Thema: 2021 Festjahr 1700 Jahre Judentum in Deutschland
10Parale Am: 22.03.2024 21:37:24 Gelesen: 227# 43@  
Unglaublich wie die Zeit vergeht. Nun sind wir schon in 3. Jahr nach dem Festjahr 2021.

Heute war ich auf einem Flohmarkt und ein netter älterer Herr hatte einen Tisch mit tausenden von gut sortierten Post- und Ansichtskarten und allerei anderen philatelistischen Erzeugnissen. Ich hatte nebenan meinen kleinen Stand und die zufällige Nachbarschaft erzeugte einige gute Gespräche über das Leben, die Gesundheit und natürlich die Philatelie.

Ich hatte Zeit etwas im Sortiment des Rentners zu stöbern, doch bevor ich mich dann doch ermüdete, fragte ich frank und frei, ob er Ansichtskarten von Synagogen habe. Ich brauchte nicht lange zu warten, er hatte seine Sammlung praktisch im geistigen Auge vor sich und präsentierte mir nach kurzer Suche die folgende Ansichtskarte. Ich habe sie so gelassen, wie ich sie vorfand.

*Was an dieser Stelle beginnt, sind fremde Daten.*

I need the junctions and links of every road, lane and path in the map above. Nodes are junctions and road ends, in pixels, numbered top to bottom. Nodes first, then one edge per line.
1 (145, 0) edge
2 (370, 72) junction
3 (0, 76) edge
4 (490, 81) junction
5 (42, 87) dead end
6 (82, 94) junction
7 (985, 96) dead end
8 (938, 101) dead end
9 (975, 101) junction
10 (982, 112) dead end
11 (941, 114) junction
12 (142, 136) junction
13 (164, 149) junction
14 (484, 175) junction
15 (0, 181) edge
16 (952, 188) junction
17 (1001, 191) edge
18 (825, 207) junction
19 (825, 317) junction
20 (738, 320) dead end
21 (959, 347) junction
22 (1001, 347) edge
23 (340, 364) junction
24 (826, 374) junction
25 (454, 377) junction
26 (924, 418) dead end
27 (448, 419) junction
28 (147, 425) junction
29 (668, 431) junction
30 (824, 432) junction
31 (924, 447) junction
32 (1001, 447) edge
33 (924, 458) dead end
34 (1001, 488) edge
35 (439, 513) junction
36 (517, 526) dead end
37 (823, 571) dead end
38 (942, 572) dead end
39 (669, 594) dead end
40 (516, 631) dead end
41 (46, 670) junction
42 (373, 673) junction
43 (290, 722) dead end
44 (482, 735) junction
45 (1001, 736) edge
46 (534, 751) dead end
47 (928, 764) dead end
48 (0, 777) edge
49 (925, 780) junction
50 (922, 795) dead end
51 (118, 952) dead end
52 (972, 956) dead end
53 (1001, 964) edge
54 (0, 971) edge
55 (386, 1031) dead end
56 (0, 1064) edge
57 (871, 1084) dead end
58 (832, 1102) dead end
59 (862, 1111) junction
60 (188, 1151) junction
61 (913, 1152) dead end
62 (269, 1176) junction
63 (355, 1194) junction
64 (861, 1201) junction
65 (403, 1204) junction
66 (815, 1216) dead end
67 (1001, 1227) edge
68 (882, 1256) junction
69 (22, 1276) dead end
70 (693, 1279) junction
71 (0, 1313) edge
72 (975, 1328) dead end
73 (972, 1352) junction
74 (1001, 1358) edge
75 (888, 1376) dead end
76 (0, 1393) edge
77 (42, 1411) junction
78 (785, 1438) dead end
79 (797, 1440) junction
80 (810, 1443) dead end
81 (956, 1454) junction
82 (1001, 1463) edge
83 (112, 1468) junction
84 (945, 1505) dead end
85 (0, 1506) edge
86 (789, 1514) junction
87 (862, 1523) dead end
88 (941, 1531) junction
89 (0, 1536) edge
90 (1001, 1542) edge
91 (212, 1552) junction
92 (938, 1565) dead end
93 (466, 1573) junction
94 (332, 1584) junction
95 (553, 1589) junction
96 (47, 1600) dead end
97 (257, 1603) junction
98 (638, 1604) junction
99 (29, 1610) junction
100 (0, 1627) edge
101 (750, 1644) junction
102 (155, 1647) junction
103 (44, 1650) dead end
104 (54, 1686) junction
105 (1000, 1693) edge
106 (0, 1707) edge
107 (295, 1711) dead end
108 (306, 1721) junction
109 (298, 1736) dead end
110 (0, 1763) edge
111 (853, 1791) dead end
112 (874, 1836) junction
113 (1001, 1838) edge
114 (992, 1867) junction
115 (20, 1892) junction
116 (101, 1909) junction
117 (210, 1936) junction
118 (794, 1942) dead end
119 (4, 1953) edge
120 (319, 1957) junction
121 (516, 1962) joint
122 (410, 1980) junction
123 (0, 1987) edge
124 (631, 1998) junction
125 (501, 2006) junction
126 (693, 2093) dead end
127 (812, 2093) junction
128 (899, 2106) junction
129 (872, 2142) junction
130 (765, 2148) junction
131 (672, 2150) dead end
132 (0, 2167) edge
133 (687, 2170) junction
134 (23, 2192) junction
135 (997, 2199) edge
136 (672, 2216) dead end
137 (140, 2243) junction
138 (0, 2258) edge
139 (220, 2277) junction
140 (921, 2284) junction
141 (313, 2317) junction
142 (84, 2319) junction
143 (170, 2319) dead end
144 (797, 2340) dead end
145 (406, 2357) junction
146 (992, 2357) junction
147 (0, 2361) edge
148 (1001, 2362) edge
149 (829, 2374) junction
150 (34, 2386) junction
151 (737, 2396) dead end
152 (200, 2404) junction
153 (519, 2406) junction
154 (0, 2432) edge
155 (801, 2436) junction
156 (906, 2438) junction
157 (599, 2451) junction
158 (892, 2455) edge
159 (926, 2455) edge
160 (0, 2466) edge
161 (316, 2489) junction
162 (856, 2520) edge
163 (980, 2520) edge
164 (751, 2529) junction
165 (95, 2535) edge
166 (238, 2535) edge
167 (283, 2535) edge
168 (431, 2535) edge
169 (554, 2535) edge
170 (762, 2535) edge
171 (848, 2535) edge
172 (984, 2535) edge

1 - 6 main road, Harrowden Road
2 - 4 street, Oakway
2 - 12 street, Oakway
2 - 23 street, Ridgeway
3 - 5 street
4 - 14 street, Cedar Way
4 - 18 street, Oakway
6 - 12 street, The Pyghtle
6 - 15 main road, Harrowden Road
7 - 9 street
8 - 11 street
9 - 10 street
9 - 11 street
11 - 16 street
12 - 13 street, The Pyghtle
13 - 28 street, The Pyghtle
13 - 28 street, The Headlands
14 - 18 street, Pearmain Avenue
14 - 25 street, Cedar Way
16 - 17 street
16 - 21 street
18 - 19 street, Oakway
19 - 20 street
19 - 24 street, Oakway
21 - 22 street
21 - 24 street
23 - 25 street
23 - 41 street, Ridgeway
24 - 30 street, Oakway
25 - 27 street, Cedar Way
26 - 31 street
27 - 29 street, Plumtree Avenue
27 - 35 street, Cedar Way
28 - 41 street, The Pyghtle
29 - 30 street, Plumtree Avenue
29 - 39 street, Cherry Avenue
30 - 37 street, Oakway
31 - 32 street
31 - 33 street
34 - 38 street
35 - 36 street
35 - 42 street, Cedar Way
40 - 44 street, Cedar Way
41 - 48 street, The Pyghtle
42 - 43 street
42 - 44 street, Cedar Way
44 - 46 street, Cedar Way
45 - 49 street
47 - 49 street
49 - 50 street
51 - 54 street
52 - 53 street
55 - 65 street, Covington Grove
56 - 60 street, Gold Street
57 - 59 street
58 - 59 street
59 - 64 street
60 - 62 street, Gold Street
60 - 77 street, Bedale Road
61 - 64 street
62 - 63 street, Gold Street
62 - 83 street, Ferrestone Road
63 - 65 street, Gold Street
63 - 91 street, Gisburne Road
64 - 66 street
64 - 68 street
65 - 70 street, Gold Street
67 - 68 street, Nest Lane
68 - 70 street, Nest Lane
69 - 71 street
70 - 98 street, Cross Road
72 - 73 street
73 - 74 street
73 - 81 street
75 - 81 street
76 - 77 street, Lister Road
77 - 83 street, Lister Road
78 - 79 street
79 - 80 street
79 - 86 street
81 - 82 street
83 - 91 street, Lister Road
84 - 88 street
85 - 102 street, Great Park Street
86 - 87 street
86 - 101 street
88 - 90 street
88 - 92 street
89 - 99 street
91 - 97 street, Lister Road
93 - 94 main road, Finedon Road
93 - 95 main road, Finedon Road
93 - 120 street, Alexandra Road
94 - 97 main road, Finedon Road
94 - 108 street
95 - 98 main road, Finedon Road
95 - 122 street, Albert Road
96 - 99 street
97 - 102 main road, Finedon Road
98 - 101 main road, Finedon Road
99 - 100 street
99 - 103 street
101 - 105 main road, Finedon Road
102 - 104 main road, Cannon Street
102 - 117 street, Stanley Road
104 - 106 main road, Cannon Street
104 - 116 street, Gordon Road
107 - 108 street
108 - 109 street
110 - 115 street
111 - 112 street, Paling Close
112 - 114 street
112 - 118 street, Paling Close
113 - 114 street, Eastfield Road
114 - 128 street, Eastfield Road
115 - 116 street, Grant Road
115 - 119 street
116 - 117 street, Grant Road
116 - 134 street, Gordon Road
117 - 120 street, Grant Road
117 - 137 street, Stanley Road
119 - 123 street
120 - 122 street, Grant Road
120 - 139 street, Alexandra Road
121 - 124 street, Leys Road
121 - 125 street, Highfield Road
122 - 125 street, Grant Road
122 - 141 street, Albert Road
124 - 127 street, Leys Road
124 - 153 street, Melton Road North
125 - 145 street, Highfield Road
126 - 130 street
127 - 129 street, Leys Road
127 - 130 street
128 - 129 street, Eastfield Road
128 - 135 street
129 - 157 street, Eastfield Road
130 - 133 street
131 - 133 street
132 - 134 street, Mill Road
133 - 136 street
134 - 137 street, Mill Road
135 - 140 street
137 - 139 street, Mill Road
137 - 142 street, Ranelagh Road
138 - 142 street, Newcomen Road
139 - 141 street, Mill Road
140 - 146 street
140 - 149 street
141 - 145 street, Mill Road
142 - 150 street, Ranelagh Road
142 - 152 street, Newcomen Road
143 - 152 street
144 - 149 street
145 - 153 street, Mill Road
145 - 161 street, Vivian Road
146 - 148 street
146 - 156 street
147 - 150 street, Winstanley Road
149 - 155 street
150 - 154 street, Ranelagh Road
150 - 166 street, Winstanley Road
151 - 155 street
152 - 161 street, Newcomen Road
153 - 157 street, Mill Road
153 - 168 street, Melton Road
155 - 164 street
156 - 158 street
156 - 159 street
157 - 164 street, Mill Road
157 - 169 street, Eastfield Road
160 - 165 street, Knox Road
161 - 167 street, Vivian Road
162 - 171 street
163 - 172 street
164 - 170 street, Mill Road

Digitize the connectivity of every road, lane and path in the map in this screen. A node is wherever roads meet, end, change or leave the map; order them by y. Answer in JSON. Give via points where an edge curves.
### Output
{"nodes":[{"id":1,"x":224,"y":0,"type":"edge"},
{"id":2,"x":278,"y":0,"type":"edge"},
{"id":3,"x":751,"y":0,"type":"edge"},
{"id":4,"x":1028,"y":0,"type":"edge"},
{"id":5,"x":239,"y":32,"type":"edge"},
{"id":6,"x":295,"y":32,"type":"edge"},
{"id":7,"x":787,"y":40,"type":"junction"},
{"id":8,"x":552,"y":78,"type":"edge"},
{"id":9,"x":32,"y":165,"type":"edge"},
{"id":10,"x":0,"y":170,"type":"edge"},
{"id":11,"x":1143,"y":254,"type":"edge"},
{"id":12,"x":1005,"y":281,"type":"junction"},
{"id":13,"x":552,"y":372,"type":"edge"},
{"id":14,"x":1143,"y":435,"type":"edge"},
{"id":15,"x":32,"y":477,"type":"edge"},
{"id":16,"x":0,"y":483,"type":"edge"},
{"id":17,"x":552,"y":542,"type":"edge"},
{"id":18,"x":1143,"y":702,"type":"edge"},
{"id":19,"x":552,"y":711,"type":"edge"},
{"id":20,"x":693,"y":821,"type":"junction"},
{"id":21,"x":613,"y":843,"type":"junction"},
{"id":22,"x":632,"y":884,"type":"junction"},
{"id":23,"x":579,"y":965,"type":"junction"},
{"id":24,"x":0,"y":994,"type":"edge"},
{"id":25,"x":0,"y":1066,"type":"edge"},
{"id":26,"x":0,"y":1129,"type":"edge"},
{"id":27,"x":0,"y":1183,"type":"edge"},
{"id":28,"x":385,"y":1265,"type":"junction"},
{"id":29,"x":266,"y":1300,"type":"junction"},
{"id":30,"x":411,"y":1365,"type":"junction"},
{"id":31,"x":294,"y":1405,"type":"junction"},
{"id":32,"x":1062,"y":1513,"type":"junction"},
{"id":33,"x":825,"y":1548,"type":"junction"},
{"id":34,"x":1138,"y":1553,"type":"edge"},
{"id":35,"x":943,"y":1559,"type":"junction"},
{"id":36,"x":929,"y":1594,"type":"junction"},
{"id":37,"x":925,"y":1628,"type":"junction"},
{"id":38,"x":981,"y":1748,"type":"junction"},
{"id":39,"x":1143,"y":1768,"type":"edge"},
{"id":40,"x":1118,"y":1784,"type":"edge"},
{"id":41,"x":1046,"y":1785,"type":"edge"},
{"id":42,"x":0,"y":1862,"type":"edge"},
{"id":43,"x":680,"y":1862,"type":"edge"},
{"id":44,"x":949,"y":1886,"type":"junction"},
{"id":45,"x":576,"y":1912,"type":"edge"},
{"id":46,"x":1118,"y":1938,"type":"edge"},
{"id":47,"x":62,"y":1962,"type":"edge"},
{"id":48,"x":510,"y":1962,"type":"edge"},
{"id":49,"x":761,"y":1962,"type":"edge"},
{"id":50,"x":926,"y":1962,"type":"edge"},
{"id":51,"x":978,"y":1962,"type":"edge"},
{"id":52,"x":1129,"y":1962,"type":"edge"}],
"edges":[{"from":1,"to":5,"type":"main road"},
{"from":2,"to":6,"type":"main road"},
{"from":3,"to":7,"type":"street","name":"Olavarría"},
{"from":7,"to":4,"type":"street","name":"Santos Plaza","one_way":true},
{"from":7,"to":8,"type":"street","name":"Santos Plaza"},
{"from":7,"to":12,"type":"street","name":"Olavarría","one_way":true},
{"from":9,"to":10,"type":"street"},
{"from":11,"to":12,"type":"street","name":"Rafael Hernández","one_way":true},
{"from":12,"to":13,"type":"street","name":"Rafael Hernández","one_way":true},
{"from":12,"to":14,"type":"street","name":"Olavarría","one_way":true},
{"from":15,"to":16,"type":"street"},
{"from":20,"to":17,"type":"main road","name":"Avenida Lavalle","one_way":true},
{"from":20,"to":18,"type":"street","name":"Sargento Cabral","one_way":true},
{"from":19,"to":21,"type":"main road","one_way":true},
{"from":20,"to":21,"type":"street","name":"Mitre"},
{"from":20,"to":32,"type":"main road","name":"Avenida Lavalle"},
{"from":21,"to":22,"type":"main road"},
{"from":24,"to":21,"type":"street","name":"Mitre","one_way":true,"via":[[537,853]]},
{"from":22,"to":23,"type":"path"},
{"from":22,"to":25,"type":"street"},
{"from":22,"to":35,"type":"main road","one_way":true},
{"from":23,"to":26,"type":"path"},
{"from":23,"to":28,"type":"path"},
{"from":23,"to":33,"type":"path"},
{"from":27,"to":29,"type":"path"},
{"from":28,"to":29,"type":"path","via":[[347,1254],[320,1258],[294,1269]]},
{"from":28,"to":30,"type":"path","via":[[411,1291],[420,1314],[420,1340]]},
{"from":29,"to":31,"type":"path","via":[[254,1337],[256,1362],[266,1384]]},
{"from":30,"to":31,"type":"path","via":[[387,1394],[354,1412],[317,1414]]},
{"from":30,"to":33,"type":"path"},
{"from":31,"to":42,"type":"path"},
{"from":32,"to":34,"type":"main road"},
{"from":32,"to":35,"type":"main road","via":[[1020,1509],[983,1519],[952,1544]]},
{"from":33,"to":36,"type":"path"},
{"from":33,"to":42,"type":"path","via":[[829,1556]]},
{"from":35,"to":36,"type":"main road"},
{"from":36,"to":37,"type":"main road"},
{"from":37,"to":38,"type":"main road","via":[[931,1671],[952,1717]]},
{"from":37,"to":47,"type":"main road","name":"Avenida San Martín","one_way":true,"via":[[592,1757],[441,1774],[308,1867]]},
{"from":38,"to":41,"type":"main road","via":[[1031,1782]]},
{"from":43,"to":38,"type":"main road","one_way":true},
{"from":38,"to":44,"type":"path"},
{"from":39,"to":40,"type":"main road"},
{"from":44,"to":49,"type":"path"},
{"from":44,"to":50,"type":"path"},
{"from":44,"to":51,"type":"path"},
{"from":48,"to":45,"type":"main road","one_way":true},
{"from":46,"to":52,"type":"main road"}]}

Der sympathische Zeitgenosse hatte dazu auch eine kleine Geschichte. Er komme selbst aus der Nähe von Seesen am Harz und die Ansichtskarte zeigt eine Schule und am rechten Bildrand etwas im Hintergrund die Synagoge. Ich schnappte meine Lupe und suchte irgendeinen Hinweis auf einen Synagogenbau, einen Davidsstern symbolisch im Gemäuer oder in Fensterglas gezeichnet, oder, was ich schon in Osteuropa gesehen habe, die beiden Tafeln von Moses mit den 10 Geboten irgendwo oben auf dem Dach. Doch ich fand nichts. "Sind sie sicher, dass das mal eine Synagoge war?"...fragte ich den Händler. Er versicherte mir "ja" und dann wies er mit dem Zeigefinger auf den schwarzen Balken unten Rechts. "Die Nazis haben nicht zugelassen, dass das Wort Synagoge im Schrifttext erschien, es musste durchgestrichen werden.".

Zufällig fand ich etwas später eine Karte aus Karlsbad, da war auch ein Text durchgestrichen worden, genauso geschwärzt wie bei der Synagoge. doch es zeigte offensichtlich ein berühmtes Kurhotel, und nicht eine weitere Synagoge. Wir hatten beide keine Ahnung, weshalb der Text geschwärzt war.

Zum Glück gibt es Google und da der Mann wieder jüngere Kundschaft hatte, studierte ich an meinem kleinen Stand die Ansichtskarte, die ich ohne zu Handeln sofort gekauft habe.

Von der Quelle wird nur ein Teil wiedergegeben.